(A revamped lasagne that's low fat and healthy)
Serves 6
Olive oil
1 large red onion, diced
3 large carrots, peeled and diced
400g field mushrooms, thickly sliced
1 red pepper, diced with seeds removed
1 medium eggplant, cut into 2cm cubes
2 x 400g cans chopped tomatoes
2 tbsp fresh oregano, chopped
Salt
Freshly ground black pepper
250g packet lasagne sheets
1 cup lite sour cream
3 tbsp grated parmesan
1. Heat oven to 200°C. Line a large low-sided roasting pan with nonstick baking paper. Spread onion, carrots, mushrooms, pepper and eggplant over the pan and lightly spray with oil. Roast for 30 to 40 minutes or until golden brown, tossing once during cooking.
2. Heat tomatoes and oregano in a saucepan, then stir in roast vegetables and season well with salt and pepper. Spoon a layer of vegetable mixture over the bottom of a deep, lasagne-style-baking dish. Cover with a layer of lasagne sheets. Repeat layers, finishing with a layer of pasta.
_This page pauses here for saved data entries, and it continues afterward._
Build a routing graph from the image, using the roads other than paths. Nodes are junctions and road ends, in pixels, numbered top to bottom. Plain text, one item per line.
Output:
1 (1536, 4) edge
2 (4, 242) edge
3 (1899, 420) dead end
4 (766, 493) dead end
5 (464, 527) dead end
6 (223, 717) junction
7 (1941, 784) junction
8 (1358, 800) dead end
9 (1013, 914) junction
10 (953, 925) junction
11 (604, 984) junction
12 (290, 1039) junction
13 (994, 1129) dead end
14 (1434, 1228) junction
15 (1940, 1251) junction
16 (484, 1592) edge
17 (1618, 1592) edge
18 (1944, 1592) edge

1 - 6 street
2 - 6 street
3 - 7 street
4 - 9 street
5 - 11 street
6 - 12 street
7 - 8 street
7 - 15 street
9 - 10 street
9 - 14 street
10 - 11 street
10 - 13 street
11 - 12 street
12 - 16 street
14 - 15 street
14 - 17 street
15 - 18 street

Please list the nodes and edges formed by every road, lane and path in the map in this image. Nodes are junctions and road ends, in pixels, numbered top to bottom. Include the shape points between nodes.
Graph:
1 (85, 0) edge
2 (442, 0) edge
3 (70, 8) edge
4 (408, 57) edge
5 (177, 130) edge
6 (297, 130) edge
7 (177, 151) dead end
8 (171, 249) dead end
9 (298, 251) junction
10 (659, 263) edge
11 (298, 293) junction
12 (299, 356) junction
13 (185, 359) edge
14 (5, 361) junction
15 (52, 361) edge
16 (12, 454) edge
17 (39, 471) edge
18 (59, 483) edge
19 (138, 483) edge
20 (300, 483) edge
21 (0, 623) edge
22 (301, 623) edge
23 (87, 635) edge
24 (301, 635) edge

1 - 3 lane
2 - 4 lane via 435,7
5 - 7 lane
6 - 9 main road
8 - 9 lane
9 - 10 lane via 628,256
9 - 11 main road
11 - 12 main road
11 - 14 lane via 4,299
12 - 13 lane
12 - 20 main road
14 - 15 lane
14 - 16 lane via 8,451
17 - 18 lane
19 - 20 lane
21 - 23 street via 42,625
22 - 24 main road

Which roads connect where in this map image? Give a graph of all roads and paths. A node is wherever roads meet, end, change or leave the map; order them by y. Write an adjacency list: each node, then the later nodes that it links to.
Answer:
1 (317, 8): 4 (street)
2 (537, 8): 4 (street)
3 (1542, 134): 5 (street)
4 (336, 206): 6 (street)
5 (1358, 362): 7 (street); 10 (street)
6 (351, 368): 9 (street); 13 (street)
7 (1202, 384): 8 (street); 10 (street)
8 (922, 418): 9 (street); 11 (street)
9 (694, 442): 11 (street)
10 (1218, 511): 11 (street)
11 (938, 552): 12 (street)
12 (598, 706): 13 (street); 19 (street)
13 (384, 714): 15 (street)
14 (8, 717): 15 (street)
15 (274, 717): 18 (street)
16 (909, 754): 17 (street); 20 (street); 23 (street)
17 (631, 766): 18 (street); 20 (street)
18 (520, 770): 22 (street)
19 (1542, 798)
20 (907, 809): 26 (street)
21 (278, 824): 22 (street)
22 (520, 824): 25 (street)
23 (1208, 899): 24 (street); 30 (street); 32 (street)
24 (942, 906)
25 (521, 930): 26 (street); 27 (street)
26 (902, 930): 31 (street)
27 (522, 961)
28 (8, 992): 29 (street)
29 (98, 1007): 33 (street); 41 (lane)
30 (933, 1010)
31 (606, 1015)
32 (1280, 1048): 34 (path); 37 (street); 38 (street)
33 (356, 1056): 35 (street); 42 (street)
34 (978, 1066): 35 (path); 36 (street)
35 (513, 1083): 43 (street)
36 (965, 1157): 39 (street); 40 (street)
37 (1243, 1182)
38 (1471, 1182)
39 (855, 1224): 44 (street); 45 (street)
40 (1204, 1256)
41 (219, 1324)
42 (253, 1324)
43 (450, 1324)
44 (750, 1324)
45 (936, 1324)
3. Spread sour cream over the surface lasagne sheets, then sprinkle with parmesan. Bake for 30 minutes until golden brown and heated through.
Tip: Spraying the vegetables with oil uses a lot less oil.
Tip: Baking rather than pan-frying makes this version of lasagne much lower in fat but still full of flavour.
Tip: Vege lasagne can be prepared the day before and covered and stored in the fridge until ready to cook. Add 10 to 15 minutes to cooking time to allow it to thoroughly heat through.